── Source data ──

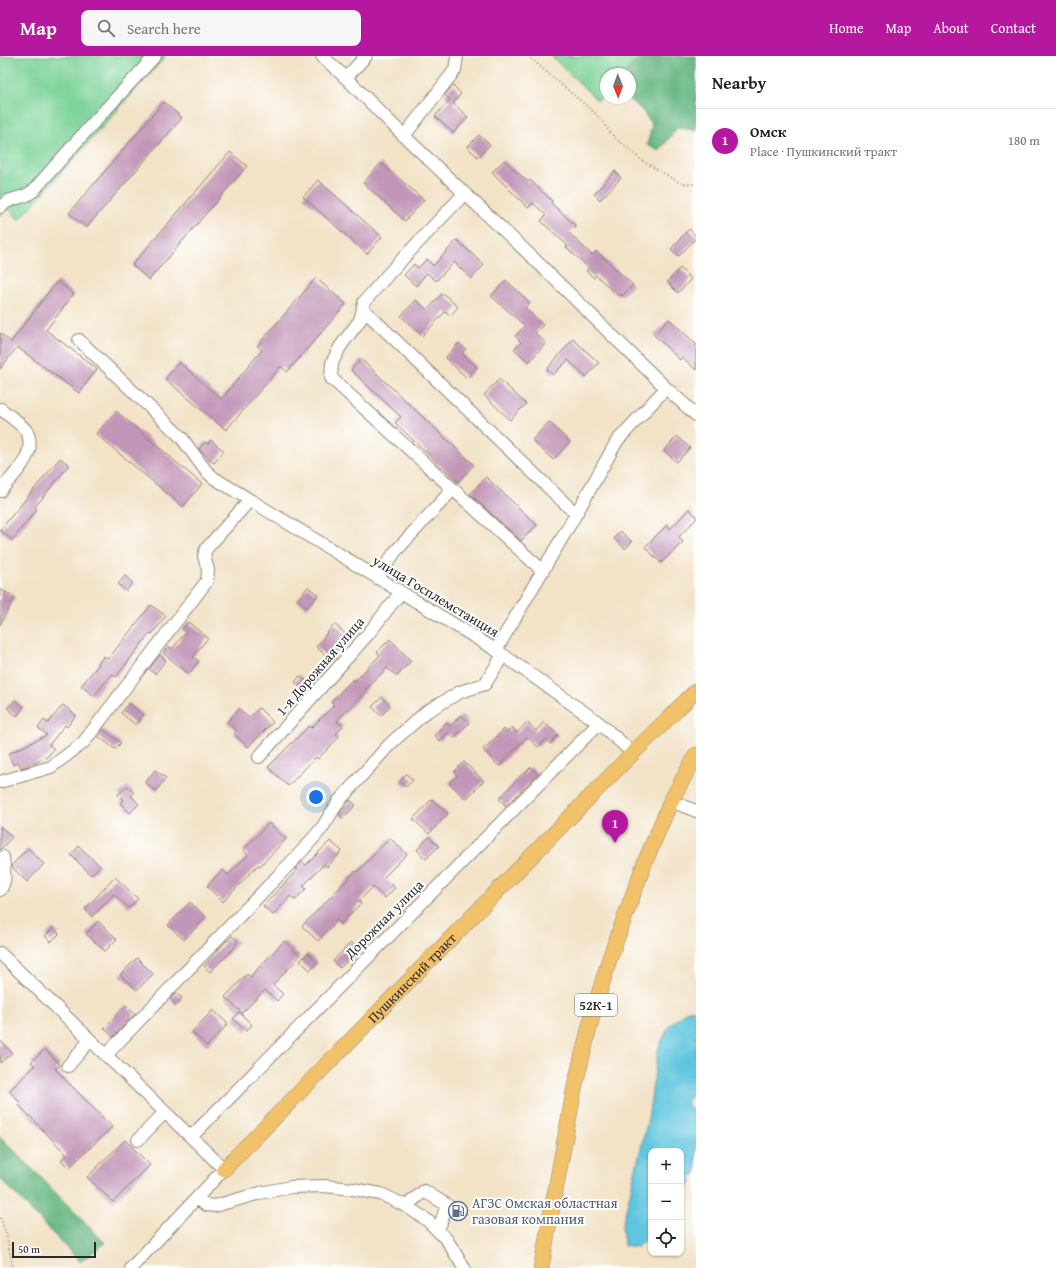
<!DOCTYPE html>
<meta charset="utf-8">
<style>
body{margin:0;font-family:"Gentium Book Plus",serif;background:#f6f6f6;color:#222}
.controls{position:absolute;right:12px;bottom:12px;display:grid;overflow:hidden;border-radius:8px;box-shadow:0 1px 3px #0004}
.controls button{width:36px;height:36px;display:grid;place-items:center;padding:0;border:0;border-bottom:1px solid #e0e0e0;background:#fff;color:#222;font:20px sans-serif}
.compass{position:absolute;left:600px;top:12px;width:36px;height:36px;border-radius:50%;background:#fff;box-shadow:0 1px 3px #0004;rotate:179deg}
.scale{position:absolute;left:12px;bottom:10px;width:84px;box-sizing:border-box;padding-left:4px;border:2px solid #2b2b2b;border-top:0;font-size:11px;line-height:14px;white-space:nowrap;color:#2b2b2b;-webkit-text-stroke:3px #fff;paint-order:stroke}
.you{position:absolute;left:316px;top:741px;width:14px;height:14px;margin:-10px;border:3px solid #fff;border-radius:50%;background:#1a73e8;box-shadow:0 0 0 6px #1a73e833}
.badge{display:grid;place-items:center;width:26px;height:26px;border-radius:50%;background:#b5179e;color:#fff;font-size:13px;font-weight:700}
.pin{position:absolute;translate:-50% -33px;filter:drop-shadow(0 1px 2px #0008)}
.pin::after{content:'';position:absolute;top:21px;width:14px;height:12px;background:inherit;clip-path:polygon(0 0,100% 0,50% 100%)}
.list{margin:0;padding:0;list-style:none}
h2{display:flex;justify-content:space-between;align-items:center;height:52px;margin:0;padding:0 16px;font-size:17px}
h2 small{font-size:13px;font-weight:400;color:#767676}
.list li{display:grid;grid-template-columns:26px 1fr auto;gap:12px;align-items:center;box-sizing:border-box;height:64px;padding:0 16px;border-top:1px solid #e0e0e0}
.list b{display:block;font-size:15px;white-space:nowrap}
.list p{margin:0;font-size:13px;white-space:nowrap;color:#767676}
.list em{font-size:13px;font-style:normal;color:#767676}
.icon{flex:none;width:22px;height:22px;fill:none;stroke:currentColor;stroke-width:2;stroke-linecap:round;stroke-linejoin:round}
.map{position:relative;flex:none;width:696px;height:1212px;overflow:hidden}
header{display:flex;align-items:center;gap:24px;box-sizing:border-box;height:56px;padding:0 20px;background:#b5179e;color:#fff}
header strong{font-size:19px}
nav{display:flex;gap:22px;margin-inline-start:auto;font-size:14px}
.search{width:280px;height:36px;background:#f6f6f6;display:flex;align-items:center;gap:10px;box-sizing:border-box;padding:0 14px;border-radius:8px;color:#767676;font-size:15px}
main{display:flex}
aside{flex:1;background:#fff}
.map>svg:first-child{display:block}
.green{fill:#7bd398;stroke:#537f62}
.forest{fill:#64b580;stroke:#487056}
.water{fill:#61c6df;stroke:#467885}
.building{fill:#c296b8}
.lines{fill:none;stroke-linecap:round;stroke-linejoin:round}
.minor-casing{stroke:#8e8678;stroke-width:14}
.major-casing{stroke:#8e8678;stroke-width:16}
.path{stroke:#8e8678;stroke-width:2;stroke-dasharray:1 3;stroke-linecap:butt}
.minor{stroke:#fff;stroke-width:12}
.major{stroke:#f2c26a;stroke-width:15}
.labels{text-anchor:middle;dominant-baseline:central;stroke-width:4;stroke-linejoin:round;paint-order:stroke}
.shield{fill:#fff;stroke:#6b6b6b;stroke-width:1}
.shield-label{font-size:13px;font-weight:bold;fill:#2b2b2b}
.street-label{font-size:14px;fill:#2b2b2b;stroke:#fff}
.service-label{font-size:14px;fill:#4e5e75;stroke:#fff;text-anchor:start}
</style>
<header>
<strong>Map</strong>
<div class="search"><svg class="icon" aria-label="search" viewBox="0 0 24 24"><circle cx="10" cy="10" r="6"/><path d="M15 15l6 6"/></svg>Search here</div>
<nav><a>Home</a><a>Map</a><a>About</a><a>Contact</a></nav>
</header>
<main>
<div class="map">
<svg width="696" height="1212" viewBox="0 0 696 1212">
<rect width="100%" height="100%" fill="#fff"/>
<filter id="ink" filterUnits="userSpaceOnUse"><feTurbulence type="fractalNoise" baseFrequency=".025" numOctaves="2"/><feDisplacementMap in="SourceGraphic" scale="8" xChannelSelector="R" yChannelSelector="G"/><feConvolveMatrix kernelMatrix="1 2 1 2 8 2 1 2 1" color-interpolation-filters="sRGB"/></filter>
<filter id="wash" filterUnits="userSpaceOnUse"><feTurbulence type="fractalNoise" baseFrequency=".012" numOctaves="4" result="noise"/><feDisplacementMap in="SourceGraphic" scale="16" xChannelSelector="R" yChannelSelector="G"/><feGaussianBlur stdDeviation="0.9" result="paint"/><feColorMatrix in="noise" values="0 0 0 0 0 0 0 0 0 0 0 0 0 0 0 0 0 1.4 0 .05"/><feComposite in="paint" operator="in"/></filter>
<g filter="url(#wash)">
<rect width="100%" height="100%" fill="#f2e2c6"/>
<path class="green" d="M0,0h166l-147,164 -12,-13 -7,9z
M551,0h90l-17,18h-18v19l-8,8z"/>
<path class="forest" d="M641,0h55v75l-18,-4 -19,24 -12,-6 5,-20 -11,-16 -14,-11h3v-24h-6z
M0,1080l105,107 -25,19 -80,-84z"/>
<path class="water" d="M687,954h9v70l-2,14 -8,9 10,11v60l-5,2 1,5 -9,14 -1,9 -1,1v-54h-30v81l-3,5 -11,10 -13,-2 -2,-19 26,-107 10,-70 11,-23z"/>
<g id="blocks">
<path class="building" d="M453,29l8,9 -8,9 15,14 -15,16 -18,-17 15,-16 -5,-5z
M164,46l18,16 -96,110 -17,-15z
M479,79l11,10 -12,12 -11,-10z
M230,96l17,14 -98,114 -17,-15z
M504,104l24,22 2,-2 22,21 -1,2 25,23 -7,7 23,22 4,-4 37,34 -11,11 -2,-2 -2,2 -22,-21 -2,3 -8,-7 3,-3 -23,-21 2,-1 -27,-25 5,-6 -13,-12 -5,5 -36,-36z
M381,107l43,37 -19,21 -42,-38z
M615,115l6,7 -21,22 -6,-6z
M318,124l64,57 -15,17 -64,-57z
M689,173l7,7v2l-17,18 -8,-7z
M457,184l27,25 -13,14 -17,-17 -18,19 -9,-8 -11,13 -12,-11 10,-11 4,4 9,-9 6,7z
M680,212l11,11 -13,14 -11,-11z
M316,222l30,26 -59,68 -6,-6 -55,64 -61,-51 14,-17 42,37 41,-49 -5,-4z
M506,224l24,23 -5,5 18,17 -8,8 11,10 -17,19 -15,-13 7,-7 -6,-6 10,-10 -34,-30z
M57,225l17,13 -28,36 51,39 -18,24 -62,-46 -17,22v-36l11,9z
M443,237l15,14 -8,9 -4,-5 -24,25 -21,-20 15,-16 11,10z
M669,263l27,25v26l-14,-13 -2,3 -26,-25z
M573,283l26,24 -13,14 -18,-17 -15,15 -6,-6z
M459,287l7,6 -4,4 15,14 -10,11 -22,-20z
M361,303l113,106 -16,17 -63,-59 6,-6 -50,-47z
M499,323l27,25 -16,16 -26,-25z
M116,355l86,73 -19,23 -87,-73z
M549,366l21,20 -17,18 -21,-20z
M677,380l13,12 -13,14 -13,-11z
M211,384l13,11 -10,12 -15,-14 6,-7 3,2z
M60,402l9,7 -34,42 2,2 -25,31 -12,-10z
M486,421l51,48 -16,16 -51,-47z
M689,453l7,7v3l-17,18 4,5 -22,21 -16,-16 22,-22 3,4z
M620,475l12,11 -7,7 -11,-11z
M125,520l8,7 -7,8 -8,-7z
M308,531l10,8 -11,13 -10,-8z
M0,533l15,8 -15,28z
M151,549l15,11 -14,18 -2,-1 -34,44 -4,-3 -18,22 -13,-10 18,-22 -1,-1 6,-7 4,3z
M188,566l20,16 -15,19 6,4 -10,13 -26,-21 5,-7 4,3 14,-17 -4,-3z
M334,568l14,12 -18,23 -14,-12z
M390,583l21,22 -14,15 -10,-8 -22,22 1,1 -29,30 6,5 -7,8 3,3 -21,22 -2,-2 -28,29 -20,-19 41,-41 2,2 23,-23 -3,-3 22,-23 2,2 25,-26 -3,-3z
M160,599l6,5 -11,14 -6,-5z
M300,620l9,7 -5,7 -9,-8z
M382,641l8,9 -9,10 -9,-9z
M15,644l9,7 -7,9 -10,-8z
M129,647l15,12 -8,10 -15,-12z
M63,649l13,10 -9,12 -2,-2 -16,20 5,4 -7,8 -16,8 -10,3 -2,-6 -6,3 -5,-11 39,-19 -9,-7 6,-8 4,3z
M259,652l14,14 -25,25 -14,-13 3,-3 -10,-9 12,-13 10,9z
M461,659l8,8 -15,15 -6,-5 -8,8 -6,-6 12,-12 4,3z
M527,666l9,9 8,-9 14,13 -8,9 -4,-5 -8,8 -11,-10 -28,29 -16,-16 21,-21 3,3 5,-5 5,6z
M103,673l18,14 -6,6 -17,-13z
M464,706l20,19 -18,18 -17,-16 8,-8 -3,-3z
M531,711l7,7 -32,32 -7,-7 24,-26 1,1z
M155,714l11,8 -10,13 -11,-8z
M406,718l7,6 -7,7 -6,-6z
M127,730l7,7 -3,3 8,8 -9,9 -10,-10 3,-3 -5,-5z
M432,743l16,15 -19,20 -16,-15z
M350,744l6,5 -13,13 -4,-4z
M269,767l17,16 -26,27 -2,-1 -35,37 -16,-16 16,-16 5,5 20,-20 -5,-5z
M0,770l12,11 -12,13z
M429,781l10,9 -13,13 -9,-9z
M390,782l17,16 -23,23 11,11 -10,10 -12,-11 -14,14 2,2 -20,21 -4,-4 -19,21 -16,-15 54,-55 1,1z
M330,785l12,10 -15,16 -3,-3 -21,22 3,3 -11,11 -5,-4 -17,19 -10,-9 34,-36 -2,-1 7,-7 4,3z
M79,790l21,20 -9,9 -20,-20z
M28,792l16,16 -17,18 -16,-16z
M115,821l23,22 -9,9 -15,-14 -22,23 -7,-8z
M190,846l16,15 -22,23 -16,-15z
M98,865l19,18 -12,12 -19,-17z
M53,872l6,6 -8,8 -6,-6z
M232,880l6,6 -4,5h1l-25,25 -6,-6 23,-26 1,1z
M284,885l16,15 -27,29 10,9 -6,7 -12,-11 -23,23 -17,-16 22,-23 3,3z
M351,886l8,7 -19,19 -7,-7z
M308,897l10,10 -8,7 -10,-9z
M137,902l16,16 -16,16 -17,-15z
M176,937l6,5 -6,7 -6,-6z
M126,949l9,9 -22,23 -9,-9z
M213,954l15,14 -21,22 -15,-14z
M239,956l13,13 -6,6 -13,-12z
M0,984l12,13 -12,10z
M45,993l15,16 -5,4 57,58 -43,41 -8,-8 6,-5 -49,-51 2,-2 -11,-11 26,-25 -4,-4z
M125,1084l25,25 -37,37 -26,-25z
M453,1145l11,6 -6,11 -6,-4 2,-7z"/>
</g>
</g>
<g filter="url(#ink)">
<use href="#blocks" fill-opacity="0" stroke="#8e8678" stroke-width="1"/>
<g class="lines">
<defs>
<path id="minor" d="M322,0l24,22 58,58 127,120 135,132 30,27
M346,22l20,-22
M404,80l51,-66 2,-14
M464,138l-73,77 -27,31 -2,11 -2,7 -20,27 -8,16 -1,15 212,193
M0,151l8,-6 19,-6 6,-4 61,-69 61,-66
M363,253l213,205
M79,284l102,97 25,34 8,7 282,172 103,73 34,30
M0,435c13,-16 38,-36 27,-59 -4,-7 -19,-17 -26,-23
M377,522l18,-26 58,-63
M496,594l80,-136 41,-73 49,-53
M259,701l110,-124 32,-41
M0,726l51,-15 32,-24 124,-162 1,-11 -4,-14 2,-7 44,-49
M671,745l25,10
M0,834c7,-9 4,-21 3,-33
M0,897l224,216 -93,99
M106,999l196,-204 20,-23 16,-26 52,-58 36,-32 34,-20 25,-8 18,-29
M68,1010l22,-26
M191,1081l408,-414
M138,1084l27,-28
M197,1142l9,7 9,1 45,-13 31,-6 33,-1 29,3 28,5 25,12 21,14 20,20 17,28
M406,1150l18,-15 23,14 -9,26"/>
<g id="major">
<path id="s1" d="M224,1113l409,-416 63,-62"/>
<path d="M541,1212l34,-183 16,-64 18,-61 36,-98 26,-61 25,-46"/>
</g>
</defs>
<use href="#minor" class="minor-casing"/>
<use href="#major" class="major-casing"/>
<path class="path" d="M528,0l68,58 18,23 30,25 38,22h14
M0,1162l6,15 7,35"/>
<use href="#minor" class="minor"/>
<use href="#major" class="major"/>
</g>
</g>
<defs>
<symbol id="fuel-ring" viewBox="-11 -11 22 22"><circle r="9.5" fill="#fff" stroke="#5c6f8a" stroke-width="1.5"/><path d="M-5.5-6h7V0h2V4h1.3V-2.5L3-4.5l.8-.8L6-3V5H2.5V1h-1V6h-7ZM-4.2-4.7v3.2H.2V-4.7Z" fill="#5c6f8a"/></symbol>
</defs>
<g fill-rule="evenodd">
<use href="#fuel-ring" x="447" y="1144" width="22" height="22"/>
</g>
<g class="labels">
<rect class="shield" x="575" y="938" width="42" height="22" rx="3"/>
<g class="shield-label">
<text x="596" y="949">52К-1</text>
</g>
<g class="street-label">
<text transform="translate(436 540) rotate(31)">улица Госплемстанция</text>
<text transform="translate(320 610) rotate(-49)">1-я Дорожная улица</text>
<text transform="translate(384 863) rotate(-45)">Дорожная улица</text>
<text stroke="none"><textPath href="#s1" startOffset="268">Пушкинский тракт</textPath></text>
</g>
<g class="service-label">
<text x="472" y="1147">АГЗС Омская областная<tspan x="472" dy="16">газовая компания</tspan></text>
</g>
</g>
</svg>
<div class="controls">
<button>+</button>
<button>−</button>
<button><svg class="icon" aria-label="locate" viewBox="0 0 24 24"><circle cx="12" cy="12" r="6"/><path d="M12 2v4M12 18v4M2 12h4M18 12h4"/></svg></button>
</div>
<svg class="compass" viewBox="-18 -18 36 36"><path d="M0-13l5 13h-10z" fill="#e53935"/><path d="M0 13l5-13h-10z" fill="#767676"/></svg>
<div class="scale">50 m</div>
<div class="you"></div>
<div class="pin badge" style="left:615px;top:787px">1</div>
</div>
<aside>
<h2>Nearby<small></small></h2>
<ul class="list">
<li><span class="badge">1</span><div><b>Омск</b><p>Place · Пушкинский тракт</p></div><em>180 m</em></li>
</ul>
</aside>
</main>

───

Task goal:
Please work out how many lines in this listing contain "linecap", then give only that number.

Exercise result:
3